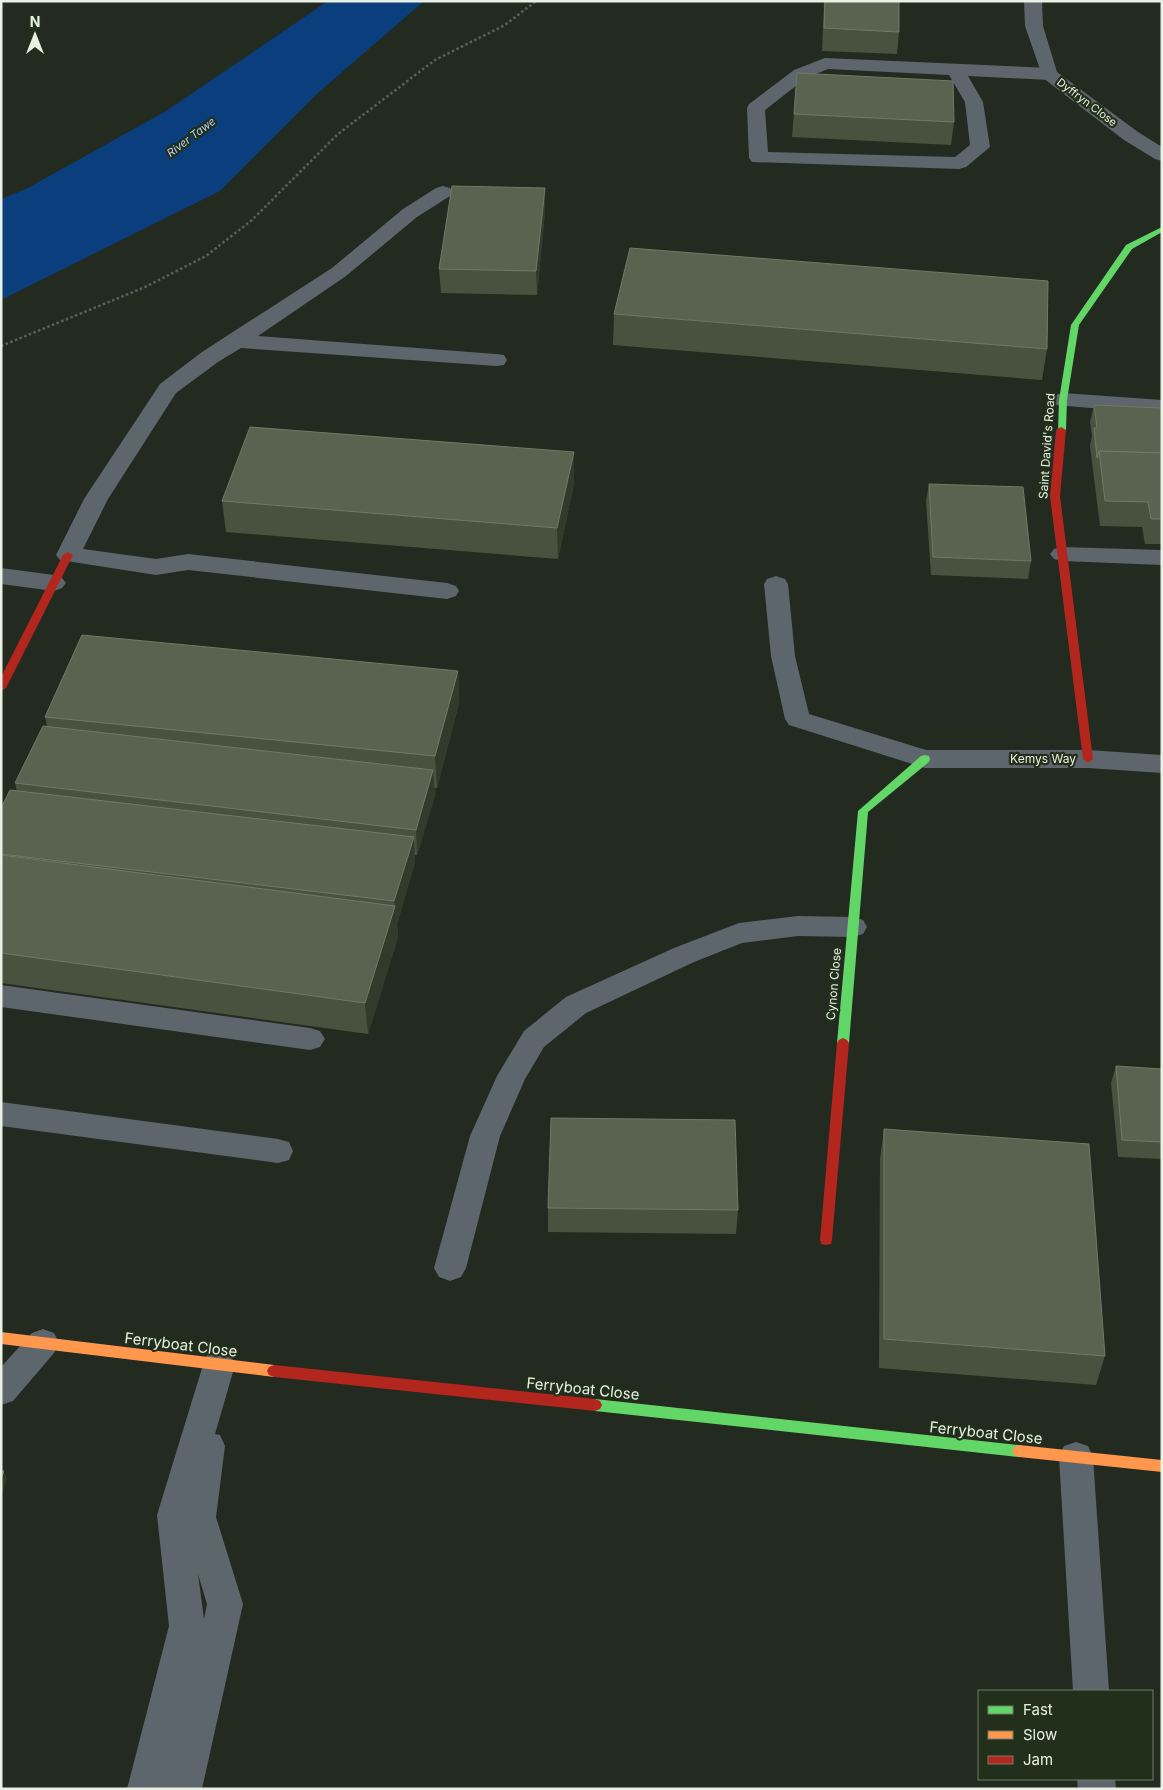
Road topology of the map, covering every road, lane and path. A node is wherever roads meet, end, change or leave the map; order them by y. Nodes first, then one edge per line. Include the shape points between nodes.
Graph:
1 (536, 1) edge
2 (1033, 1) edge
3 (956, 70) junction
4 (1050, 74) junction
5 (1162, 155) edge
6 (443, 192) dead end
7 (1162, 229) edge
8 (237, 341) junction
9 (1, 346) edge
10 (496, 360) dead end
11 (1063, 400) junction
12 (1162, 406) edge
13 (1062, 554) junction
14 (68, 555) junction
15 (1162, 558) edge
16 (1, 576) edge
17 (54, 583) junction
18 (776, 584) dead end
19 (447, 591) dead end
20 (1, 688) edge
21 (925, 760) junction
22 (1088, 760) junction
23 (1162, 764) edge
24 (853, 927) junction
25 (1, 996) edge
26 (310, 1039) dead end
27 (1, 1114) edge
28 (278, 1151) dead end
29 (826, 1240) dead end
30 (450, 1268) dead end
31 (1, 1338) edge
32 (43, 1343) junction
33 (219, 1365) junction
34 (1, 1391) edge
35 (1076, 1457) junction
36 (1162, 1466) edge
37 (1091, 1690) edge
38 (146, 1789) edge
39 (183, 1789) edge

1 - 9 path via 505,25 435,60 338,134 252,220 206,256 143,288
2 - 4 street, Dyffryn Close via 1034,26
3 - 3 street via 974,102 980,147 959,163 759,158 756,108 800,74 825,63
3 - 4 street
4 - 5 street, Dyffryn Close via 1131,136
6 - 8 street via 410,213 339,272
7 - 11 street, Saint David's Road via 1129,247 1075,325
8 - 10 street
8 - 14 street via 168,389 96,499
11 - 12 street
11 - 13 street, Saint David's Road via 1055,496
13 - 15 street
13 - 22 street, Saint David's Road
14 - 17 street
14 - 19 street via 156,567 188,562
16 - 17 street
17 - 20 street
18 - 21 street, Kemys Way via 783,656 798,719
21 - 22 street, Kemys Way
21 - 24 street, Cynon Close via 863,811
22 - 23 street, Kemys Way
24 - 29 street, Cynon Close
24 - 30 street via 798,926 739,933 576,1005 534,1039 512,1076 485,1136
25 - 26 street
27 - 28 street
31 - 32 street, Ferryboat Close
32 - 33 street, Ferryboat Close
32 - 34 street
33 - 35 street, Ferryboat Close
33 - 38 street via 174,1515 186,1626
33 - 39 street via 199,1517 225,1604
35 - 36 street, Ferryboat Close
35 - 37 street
-*-
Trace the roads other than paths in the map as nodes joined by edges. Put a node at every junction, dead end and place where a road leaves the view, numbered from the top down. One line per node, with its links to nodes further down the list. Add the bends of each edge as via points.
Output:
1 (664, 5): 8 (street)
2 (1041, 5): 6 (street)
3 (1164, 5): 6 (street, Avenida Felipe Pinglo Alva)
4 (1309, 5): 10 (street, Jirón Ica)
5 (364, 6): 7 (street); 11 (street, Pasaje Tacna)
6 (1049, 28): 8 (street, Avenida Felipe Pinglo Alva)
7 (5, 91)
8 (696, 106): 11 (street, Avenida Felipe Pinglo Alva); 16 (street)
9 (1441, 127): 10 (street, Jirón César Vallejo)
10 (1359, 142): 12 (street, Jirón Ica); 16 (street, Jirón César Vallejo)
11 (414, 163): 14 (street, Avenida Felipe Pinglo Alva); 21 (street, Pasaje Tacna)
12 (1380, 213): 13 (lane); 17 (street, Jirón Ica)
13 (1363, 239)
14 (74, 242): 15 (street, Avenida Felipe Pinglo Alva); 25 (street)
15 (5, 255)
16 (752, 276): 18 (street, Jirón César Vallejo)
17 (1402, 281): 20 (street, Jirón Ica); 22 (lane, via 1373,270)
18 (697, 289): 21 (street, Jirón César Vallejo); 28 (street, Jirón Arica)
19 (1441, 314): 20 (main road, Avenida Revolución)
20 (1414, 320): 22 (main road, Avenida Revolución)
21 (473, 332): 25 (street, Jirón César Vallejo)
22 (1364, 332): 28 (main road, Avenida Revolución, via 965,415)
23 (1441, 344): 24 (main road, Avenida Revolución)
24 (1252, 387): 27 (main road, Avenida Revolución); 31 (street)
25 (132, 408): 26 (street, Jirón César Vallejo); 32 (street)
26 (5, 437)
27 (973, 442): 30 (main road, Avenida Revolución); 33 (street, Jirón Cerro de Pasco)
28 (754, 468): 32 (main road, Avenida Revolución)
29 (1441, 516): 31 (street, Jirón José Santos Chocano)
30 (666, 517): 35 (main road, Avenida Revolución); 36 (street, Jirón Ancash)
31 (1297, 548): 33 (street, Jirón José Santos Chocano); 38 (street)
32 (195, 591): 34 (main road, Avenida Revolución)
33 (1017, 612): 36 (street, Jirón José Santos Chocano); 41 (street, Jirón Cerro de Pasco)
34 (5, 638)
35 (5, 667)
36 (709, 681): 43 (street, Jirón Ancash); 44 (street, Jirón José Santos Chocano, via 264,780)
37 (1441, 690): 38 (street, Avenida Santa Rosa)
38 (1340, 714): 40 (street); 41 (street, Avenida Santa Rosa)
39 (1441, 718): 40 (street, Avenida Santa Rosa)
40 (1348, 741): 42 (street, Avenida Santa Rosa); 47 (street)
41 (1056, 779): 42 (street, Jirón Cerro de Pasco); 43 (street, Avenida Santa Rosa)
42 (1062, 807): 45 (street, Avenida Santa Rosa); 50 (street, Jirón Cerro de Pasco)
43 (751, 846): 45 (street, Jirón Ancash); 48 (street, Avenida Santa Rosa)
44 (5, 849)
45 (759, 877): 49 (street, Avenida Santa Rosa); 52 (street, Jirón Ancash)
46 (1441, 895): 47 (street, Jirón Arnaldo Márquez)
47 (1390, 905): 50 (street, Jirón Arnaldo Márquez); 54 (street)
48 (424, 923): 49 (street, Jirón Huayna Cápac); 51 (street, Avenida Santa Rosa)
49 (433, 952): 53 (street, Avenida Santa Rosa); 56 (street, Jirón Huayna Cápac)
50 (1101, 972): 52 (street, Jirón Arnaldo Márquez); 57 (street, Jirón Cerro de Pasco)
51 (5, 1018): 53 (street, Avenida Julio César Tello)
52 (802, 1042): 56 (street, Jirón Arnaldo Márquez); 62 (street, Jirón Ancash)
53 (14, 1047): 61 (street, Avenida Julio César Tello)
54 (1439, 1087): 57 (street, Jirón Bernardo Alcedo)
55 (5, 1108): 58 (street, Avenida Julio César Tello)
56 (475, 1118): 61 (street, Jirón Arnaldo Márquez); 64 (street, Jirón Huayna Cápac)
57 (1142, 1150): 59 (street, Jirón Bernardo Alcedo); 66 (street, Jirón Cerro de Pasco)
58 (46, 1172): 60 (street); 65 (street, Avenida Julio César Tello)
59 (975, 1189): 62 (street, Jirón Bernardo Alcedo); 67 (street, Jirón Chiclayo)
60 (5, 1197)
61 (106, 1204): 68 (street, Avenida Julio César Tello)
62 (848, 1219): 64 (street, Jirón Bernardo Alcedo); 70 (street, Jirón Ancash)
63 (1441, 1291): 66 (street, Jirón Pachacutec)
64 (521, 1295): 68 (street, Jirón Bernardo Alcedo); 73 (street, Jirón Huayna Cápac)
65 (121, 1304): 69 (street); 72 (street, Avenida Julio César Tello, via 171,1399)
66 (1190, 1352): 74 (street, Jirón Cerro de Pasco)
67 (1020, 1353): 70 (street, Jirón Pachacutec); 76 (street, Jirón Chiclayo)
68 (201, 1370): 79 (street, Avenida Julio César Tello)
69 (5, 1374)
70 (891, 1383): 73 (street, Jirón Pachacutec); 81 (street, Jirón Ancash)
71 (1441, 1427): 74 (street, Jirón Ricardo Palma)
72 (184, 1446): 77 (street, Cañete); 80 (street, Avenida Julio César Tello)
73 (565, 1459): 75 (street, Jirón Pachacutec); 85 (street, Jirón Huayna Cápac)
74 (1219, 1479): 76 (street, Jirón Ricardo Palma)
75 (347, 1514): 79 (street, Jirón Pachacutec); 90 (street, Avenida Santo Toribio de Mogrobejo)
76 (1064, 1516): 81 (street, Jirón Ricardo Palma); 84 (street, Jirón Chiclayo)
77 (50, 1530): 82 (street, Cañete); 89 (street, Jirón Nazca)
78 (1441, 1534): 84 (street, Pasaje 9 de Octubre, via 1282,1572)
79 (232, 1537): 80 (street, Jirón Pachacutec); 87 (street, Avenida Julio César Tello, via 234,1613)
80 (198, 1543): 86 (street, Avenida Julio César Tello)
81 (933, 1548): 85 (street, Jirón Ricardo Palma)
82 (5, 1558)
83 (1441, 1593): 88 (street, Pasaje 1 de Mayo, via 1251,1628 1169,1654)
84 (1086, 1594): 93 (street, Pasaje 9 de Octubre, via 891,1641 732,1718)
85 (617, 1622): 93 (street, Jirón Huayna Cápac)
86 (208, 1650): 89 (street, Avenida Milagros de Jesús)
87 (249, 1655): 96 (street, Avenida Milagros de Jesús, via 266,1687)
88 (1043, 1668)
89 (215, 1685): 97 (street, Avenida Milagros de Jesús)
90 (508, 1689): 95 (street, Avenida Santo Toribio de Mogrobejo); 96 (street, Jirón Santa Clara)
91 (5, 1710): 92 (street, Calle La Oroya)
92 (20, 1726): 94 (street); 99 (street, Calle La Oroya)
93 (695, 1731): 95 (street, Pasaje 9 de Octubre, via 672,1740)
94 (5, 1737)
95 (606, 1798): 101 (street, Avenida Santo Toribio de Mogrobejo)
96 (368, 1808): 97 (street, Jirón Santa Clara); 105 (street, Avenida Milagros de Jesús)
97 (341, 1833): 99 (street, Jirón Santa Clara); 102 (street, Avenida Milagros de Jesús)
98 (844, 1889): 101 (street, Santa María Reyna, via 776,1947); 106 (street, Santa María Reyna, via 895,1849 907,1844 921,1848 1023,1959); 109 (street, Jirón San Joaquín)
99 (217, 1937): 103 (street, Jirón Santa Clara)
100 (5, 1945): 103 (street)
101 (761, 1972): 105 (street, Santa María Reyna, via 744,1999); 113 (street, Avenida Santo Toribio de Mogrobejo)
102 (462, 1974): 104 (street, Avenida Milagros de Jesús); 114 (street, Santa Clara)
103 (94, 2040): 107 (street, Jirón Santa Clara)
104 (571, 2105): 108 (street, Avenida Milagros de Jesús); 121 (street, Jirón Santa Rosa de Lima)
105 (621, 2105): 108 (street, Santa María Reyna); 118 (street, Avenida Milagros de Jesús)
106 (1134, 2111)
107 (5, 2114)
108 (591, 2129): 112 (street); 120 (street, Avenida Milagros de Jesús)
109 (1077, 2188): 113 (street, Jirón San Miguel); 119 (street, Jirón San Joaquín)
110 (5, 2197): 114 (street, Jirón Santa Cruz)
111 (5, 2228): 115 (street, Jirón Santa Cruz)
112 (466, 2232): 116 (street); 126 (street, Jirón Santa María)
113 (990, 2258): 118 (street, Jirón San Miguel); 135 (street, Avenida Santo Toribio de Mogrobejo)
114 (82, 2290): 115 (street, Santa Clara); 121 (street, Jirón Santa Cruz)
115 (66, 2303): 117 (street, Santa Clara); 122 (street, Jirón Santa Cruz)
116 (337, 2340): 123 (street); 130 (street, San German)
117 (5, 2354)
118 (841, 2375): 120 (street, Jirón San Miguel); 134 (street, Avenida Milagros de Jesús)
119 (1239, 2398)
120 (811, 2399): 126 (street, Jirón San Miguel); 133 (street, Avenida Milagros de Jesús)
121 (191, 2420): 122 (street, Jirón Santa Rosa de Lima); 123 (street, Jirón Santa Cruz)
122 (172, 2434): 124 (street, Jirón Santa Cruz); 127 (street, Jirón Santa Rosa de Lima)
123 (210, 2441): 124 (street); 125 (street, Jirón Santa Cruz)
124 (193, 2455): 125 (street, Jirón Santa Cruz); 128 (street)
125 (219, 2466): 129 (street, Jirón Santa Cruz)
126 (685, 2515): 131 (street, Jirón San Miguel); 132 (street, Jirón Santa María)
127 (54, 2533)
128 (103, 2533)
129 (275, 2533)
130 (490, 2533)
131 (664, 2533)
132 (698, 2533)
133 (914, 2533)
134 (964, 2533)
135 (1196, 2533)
-*-
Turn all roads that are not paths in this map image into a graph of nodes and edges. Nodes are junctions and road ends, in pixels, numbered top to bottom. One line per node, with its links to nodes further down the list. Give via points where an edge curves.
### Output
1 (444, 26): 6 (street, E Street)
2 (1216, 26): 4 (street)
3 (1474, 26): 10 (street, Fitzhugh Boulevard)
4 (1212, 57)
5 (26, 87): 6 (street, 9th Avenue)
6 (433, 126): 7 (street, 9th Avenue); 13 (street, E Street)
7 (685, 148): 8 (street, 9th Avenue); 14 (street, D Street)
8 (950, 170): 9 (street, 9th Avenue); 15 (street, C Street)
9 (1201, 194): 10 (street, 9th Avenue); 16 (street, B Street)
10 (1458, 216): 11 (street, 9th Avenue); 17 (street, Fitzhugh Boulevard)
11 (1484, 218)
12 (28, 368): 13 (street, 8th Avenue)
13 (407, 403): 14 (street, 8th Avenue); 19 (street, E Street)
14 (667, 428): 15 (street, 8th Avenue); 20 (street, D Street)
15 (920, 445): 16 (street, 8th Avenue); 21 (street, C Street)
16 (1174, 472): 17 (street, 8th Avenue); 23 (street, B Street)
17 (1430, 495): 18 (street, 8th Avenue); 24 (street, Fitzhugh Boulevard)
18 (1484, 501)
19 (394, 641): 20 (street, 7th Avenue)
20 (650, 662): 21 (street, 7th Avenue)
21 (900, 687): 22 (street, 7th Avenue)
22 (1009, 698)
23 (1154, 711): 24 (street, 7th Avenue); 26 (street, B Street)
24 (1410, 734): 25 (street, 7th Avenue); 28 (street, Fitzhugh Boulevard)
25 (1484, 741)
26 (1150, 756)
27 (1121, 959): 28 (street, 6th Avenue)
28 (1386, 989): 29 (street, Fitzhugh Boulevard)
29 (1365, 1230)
-*-
◆ EXERCISE ◆
Which of the lines above include the word "numbered"? Copy each of them.

◆ RESULT FOR THIS TASK ◆
Trace the roads other than paths in the map as nodes joined by edges. Put a node at every junction, dead end and place where a road leaves the view, numbered from the top down. One line per node, with its links to nodes further down the list. Add the bends of each edge as via points.
Turn all roads that are not paths in this map image into a graph of nodes and edges. Nodes are junctions and road ends, in pixels, numbered top to bottom. One line per node, with its links to nodes further down the list. Give via points where an edge curves.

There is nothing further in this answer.